Segment Open

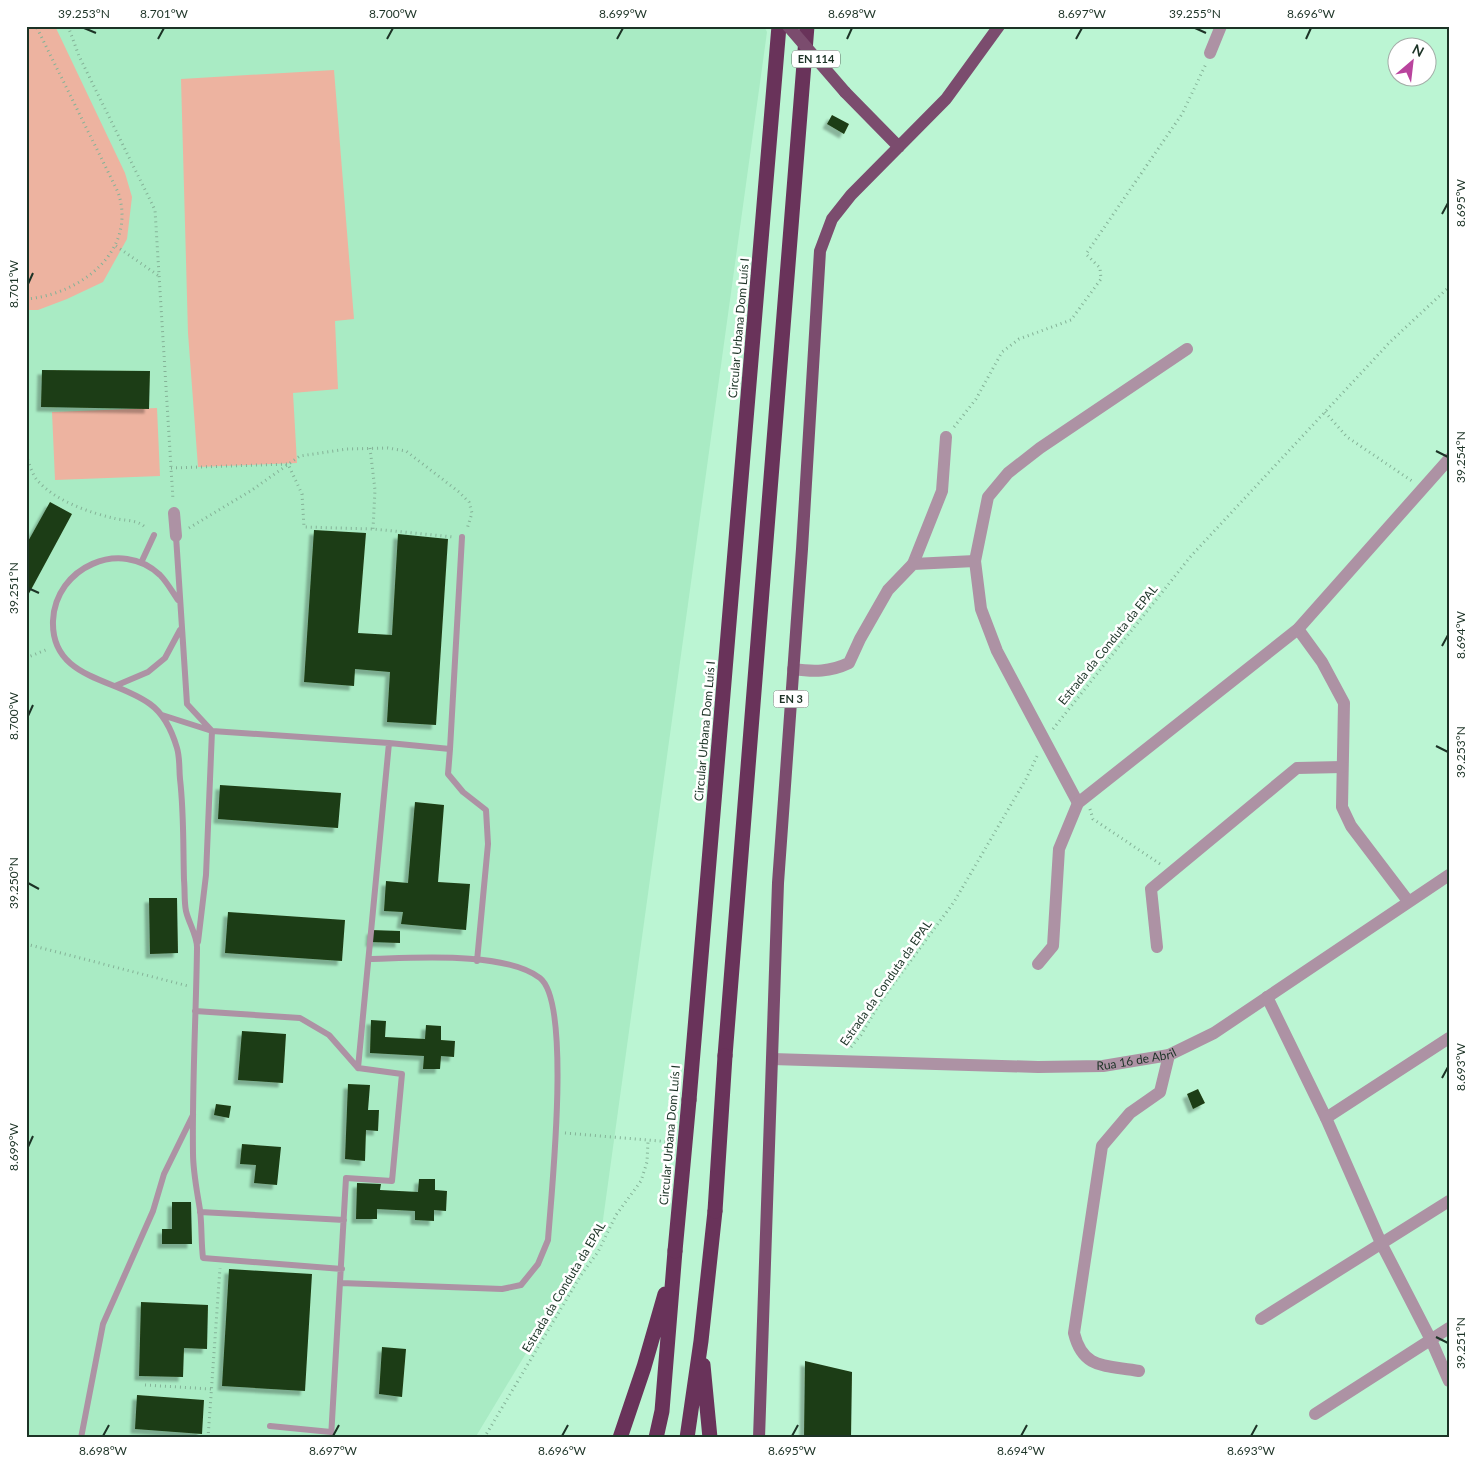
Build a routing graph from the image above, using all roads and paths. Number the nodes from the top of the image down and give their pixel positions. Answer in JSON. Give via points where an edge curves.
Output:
{"nodes":[{"id":1,"x":36,"y":26,"type":"edge"},
{"id":2,"x":68,"y":26,"type":"edge"},
{"id":3,"x":779,"y":26,"type":"edge"},
{"id":4,"x":788,"y":26,"type":"edge"},
{"id":5,"x":807,"y":26,"type":"edge"},
{"id":6,"x":999,"y":26,"type":"edge"},
{"id":7,"x":1221,"y":26,"type":"edge"},
{"id":8,"x":1210,"y":53,"type":"joint"},
{"id":9,"x":899,"y":147,"type":"junction"},
{"id":10,"x":116,"y":246,"type":"junction"},
{"id":11,"x":159,"y":276,"type":"junction"},
{"id":12,"x":1449,"y":287,"type":"edge"},
{"id":13,"x":26,"y":299,"type":"edge"},
{"id":14,"x":1188,"y":349,"type":"dead end"},
{"id":15,"x":1325,"y":412,"type":"junction"},
{"id":16,"x":946,"y":438,"type":"joint"},
{"id":17,"x":370,"y":448,"type":"junction"},
{"id":18,"x":26,"y":455,"type":"edge"},
{"id":19,"x":1449,"y":459,"type":"edge"},
{"id":20,"x":288,"y":464,"type":"junction"},
{"id":21,"x":171,"y":468,"type":"junction"},
{"id":22,"x":1423,"y":488,"type":"junction"},
{"id":23,"x":174,"y":513,"type":"joint"},
{"id":24,"x":373,"y":529,"type":"junction"},
{"id":25,"x":154,"y":535,"type":"joint"},
{"id":26,"x":176,"y":536,"type":"junction"},
{"id":27,"x":462,"y":537,"type":"junction"},
{"id":28,"x":976,"y":561,"type":"junction"},
{"id":29,"x":141,"y":563,"type":"junction"},
{"id":30,"x":913,"y":564,"type":"junction"},
{"id":31,"x":178,"y":600,"type":"junction"},
{"id":32,"x":1298,"y":629,"type":"junction"},
{"id":33,"x":180,"y":630,"type":"junction"},
{"id":34,"x":58,"y":644,"type":"junction"},
{"id":35,"x":26,"y":658,"type":"edge"},
{"id":36,"x":794,"y":669,"type":"junction"},
{"id":37,"x":116,"y":686,"type":"junction"},
{"id":38,"x":162,"y":715,"type":"junction"},
{"id":39,"x":212,"y":731,"type":"junction"},
{"id":40,"x":1046,"y":741,"type":"junction"},
{"id":41,"x":389,"y":743,"type":"junction"},
{"id":42,"x":450,"y":749,"type":"junction"},
{"id":43,"x":1342,"y":767,"type":"junction"},
{"id":44,"x":1098,"y":787,"type":"junction"},
{"id":45,"x":1078,"y":803,"type":"junction"},
{"id":46,"x":1174,"y":870,"type":"junction"},
{"id":47,"x":1449,"y":875,"type":"edge"},
{"id":48,"x":1408,"y":901,"type":"junction"},
{"id":49,"x":26,"y":944,"type":"edge"},
{"id":50,"x":198,"y":946,"type":"junction"},
{"id":51,"x":1157,"y":947,"type":"dead end"},
{"id":52,"x":369,"y":959,"type":"junction"},
{"id":53,"x":477,"y":961,"type":"junction"},
{"id":54,"x":1038,"y":964,"type":"dead end"},
{"id":55,"x":195,"y":988,"type":"junction"},
{"id":56,"x":1267,"y":997,"type":"junction"},
{"id":57,"x":195,"y":1011,"type":"junction"},
{"id":58,"x":1449,"y":1038,"type":"edge"},
{"id":59,"x":1169,"y":1056,"type":"junction"},
{"id":60,"x":772,"y":1059,"type":"junction"},
{"id":61,"x":842,"y":1061,"type":"junction"},
{"id":62,"x":358,"y":1068,"type":"junction"},
{"id":63,"x":194,"y":1112,"type":"junction"},
{"id":64,"x":1326,"y":1118,"type":"junction"},
{"id":65,"x":554,"y":1132,"type":"junction"},
{"id":66,"x":1449,"y":1200,"type":"edge"},
{"id":67,"x":200,"y":1212,"type":"junction"},
{"id":68,"x":344,"y":1220,"type":"junction"},
{"id":69,"x":1381,"y":1243,"type":"junction"},
{"id":70,"x":674,"y":1258,"type":"junction"},
{"id":71,"x":221,"y":1260,"type":"junction"},
{"id":72,"x":342,"y":1269,"type":"junction"},
{"id":73,"x":341,"y":1283,"type":"junction"},
{"id":74,"x":1261,"y":1319,"type":"dead end"},
{"id":75,"x":1449,"y":1328,"type":"edge"},
{"id":76,"x":1431,"y":1340,"type":"junction"},
{"id":77,"x":701,"y":1341,"type":"junction"},
{"id":78,"x":1139,"y":1372,"type":"dead end"},
{"id":79,"x":1449,"y":1381,"type":"edge"},
{"id":80,"x":145,"y":1385,"type":"dead end"},
{"id":81,"x":211,"y":1389,"type":"junction"},
{"id":82,"x":1315,"y":1414,"type":"dead end"},
{"id":83,"x":270,"y":1426,"type":"dead end"},
{"id":84,"x":331,"y":1435,"type":"edge"},
{"id":85,"x":81,"y":1438,"type":"edge"},
{"id":86,"x":208,"y":1438,"type":"edge"},
{"id":87,"x":484,"y":1438,"type":"edge"},
{"id":88,"x":620,"y":1438,"type":"edge"},
{"id":89,"x":656,"y":1438,"type":"edge"},
{"id":90,"x":687,"y":1438,"type":"edge"},
{"id":91,"x":710,"y":1438,"type":"edge"},
{"id":92,"x":759,"y":1438,"type":"edge"}],
"edges":[{"from":1,"to":10,"type":"path","via":[[124,208]]},
{"from":2,"to":11,"type":"path","via":[[79,56],[155,210]]},
{"from":3,"to":70,"type":"highway","name":"Circular Urbana Dom Luís I","bridge":true},
{"from":4,"to":9,"type":"main road","number":"EN 114","bridge":true,"via":[[845,92]]},
{"from":5,"to":77,"type":"highway","bridge":true,"via":[[715,1210]]},
{"from":6,"to":9,"type":"main road","number":"EN 3","via":[[946,100]]},
{"from":7,"to":8,"type":"street"},
{"from":8,"to":16,"type":"path","via":[[1182,114],[1086,254],[1100,268],[1101,279],[1072,320],[1019,339],[1002,352],[976,400]]},
{"from":9,"to":36,"type":"main road","number":"EN 3","via":[[851,195],[832,220],[820,251]]},
{"from":10,"to":11,"type":"path"},
{"from":10,"to":13,"type":"path","via":[[102,265],[75,285],[52,296]]},
{"from":11,"to":21,"type":"path"},
{"from":12,"to":15,"type":"path","name":"Estrada da Conduta da EPAL","via":[[1390,342]]},
{"from":14,"to":28,"type":"street","via":[[1008,473],[988,497]]},
{"from":15,"to":22,"type":"path","via":[[1347,437]]},
{"from":15,"to":40,"type":"path","name":"Estrada da Conduta da EPAL","via":[[1191,556],[1053,728]]},
{"from":16,"to":30,"type":"street","via":[[942,491]]},
{"from":17,"to":20,"type":"path","via":[[300,456]]},
{"from":17,"to":24,"type":"path","via":[[375,490]]},
{"from":17,"to":27,"type":"path","via":[[406,451],[459,492],[469,502],[472,513]]},
{"from":18,"to":25,"type":"path","via":[[36,479],[53,494],[101,514],[140,522]]},
{"from":19,"to":22,"type":"street"},
{"from":20,"to":21,"type":"path"},
{"from":20,"to":24,"type":"path","via":[[302,494],[304,527]]},
{"from":20,"to":26,"type":"path"},
{"from":21,"to":23,"type":"path"},
{"from":22,"to":32,"type":"street"},
{"from":23,"to":26,"type":"street"},
{"from":24,"to":27,"type":"path"},
{"from":25,"to":29,"type":"lane"},
{"from":26,"to":31,"type":"lane"},
{"from":27,"to":42,"type":"lane"},
{"from":28,"to":30,"type":"street"},
{"from":28,"to":40,"type":"street","via":[[981,609],[997,651]]},
{"from":29,"to":31,"type":"lane","via":[[160,575]]},
{"from":29,"to":34,"type":"lane","via":[[120,558],[98,561],[78,570],[57,602],[53,620]]},
{"from":30,"to":36,"type":"street","via":[[888,590],[849,663],[816,672]]},
{"from":31,"to":33,"type":"lane"},
{"from":32,"to":43,"type":"street","via":[[1322,662],[1344,703]]},
{"from":32,"to":44,"type":"street"},
{"from":33,"to":37,"type":"lane","via":[[165,658],[148,672]]},
{"from":33,"to":39,"type":"lane","via":[[187,704]]},
{"from":34,"to":35,"type":"path"},
{"from":34,"to":37,"type":"lane","via":[[70,663],[83,673]]},
{"from":36,"to":60,"type":"main road","number":"EN 3","via":[[778,883]]},
{"from":37,"to":38,"type":"lane","via":[[150,704]]},
{"from":38,"to":39,"type":"lane"},
{"from":38,"to":50,"type":"lane","via":[[178,752],[184,807],[186,911]]},
{"from":39,"to":41,"type":"lane"},
{"from":39,"to":50,"type":"lane","via":[[206,875]]},
{"from":40,"to":45,"type":"street"},
{"from":40,"to":61,"type":"path","name":"Estrada da Conduta da EPAL","via":[[954,902]]},
{"from":41,"to":42,"type":"lane"},
{"from":41,"to":52,"type":"lane"},
{"from":42,"to":53,"type":"lane","via":[[448,774],[463,792],[486,810],[488,844]]},
{"from":43,"to":46,"type":"street","via":[[1297,768]]},
{"from":43,"to":48,"type":"street","via":[[1342,807],[1351,826]]},
{"from":44,"to":45,"type":"street"},
{"from":44,"to":46,"type":"path","via":[[1090,806],[1093,819],[1150,859]]},
{"from":45,"to":54,"type":"street","via":[[1059,849],[1053,946]]},
{"from":46,"to":51,"type":"street","via":[[1151,889]]},
{"from":47,"to":48,"type":"street","name":"Rua 16 de Abril"},
{"from":48,"to":56,"type":"street","name":"Rua 16 de Abril"},
{"from":49,"to":55,"type":"path"},
{"from":50,"to":55,"type":"lane"},
{"from":52,"to":53,"type":"lane"},
{"from":52,"to":62,"type":"lane"},
{"from":53,"to":65,"type":"lane","via":[[515,965],[541,979],[551,994],[557,1022]]},
{"from":55,"to":57,"type":"lane"},
{"from":56,"to":59,"type":"street","name":"Rua 16 de Abril","via":[[1214,1033]]},
{"from":56,"to":64,"type":"street"},
{"from":57,"to":62,"type":"lane","via":[[300,1018],[329,1035]]},
{"from":57,"to":63,"type":"lane"},
{"from":58,"to":64,"type":"street"},
{"from":59,"to":61,"type":"street","name":"Rua 16 de Abril","via":[[1103,1066],[1038,1067]]},
{"from":59,"to":78,"type":"street","via":[[1160,1092],[1130,1112],[1102,1146],[1074,1333],[1078,1349],[1091,1362]]},
{"from":60,"to":61,"type":"street","name":"Rua 16 de Abril"},
{"from":60,"to":92,"type":"main road","number":"EN 3"},
{"from":62,"to":68,"type":"lane","via":[[402,1074],[392,1181],[346,1178]]},
{"from":63,"to":67,"type":"lane","via":[[193,1154]]},
{"from":63,"to":85,"type":"lane","via":[[164,1174],[153,1211],[103,1324]]},
{"from":64,"to":69,"type":"street"},
{"from":65,"to":73,"type":"lane","via":[[548,1240],[538,1264],[521,1285],[502,1289]]},
{"from":65,"to":87,"type":"path","name":"Estrada da Conduta da EPAL","via":[[648,1141],[647,1162],[641,1181],[616,1215],[598,1252],[581,1274]]},
{"from":66,"to":69,"type":"street"},
{"from":67,"to":68,"type":"lane"},
{"from":67,"to":71,"type":"lane","via":[[203,1258]]},
{"from":68,"to":72,"type":"lane"},
{"from":69,"to":74,"type":"street"},
{"from":69,"to":76,"type":"street"},
{"from":70,"to":88,"type":"highway","via":[[644,1367]]},
{"from":70,"to":89,"type":"highway","name":"Circular Urbana Dom Luís I","via":[[662,1411]]},
{"from":71,"to":72,"type":"lane"},
{"from":71,"to":81,"type":"path"},
{"from":72,"to":73,"type":"lane"},
{"from":73,"to":84,"type":"lane"},
{"from":75,"to":76,"type":"street"},
{"from":76,"to":79,"type":"street"},
{"from":76,"to":82,"type":"street"},
{"from":77,"to":90,"type":"highway"},
{"from":77,"to":91,"type":"highway"},
{"from":80,"to":81,"type":"path"},
{"from":81,"to":86,"type":"path"},
{"from":83,"to":84,"type":"lane"}]}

Segment Closed

* [What you have to do]: Gather each line in the entries above where the string "main" is found.

* [Written reply]:
{"from":4,"to":9,"type":"main road","number":"EN 114","bridge":true,"via":[[845,92]]},
{"from":6,"to":9,"type":"main road","number":"EN 3","via":[[946,100]]},
{"from":9,"to":36,"type":"main road","number":"EN 3","via":[[851,195],[832,220],[820,251]]},
{"from":36,"to":60,"type":"main road","number":"EN 3","via":[[778,883]]},
{"from":60,"to":92,"type":"main road","number":"EN 3"},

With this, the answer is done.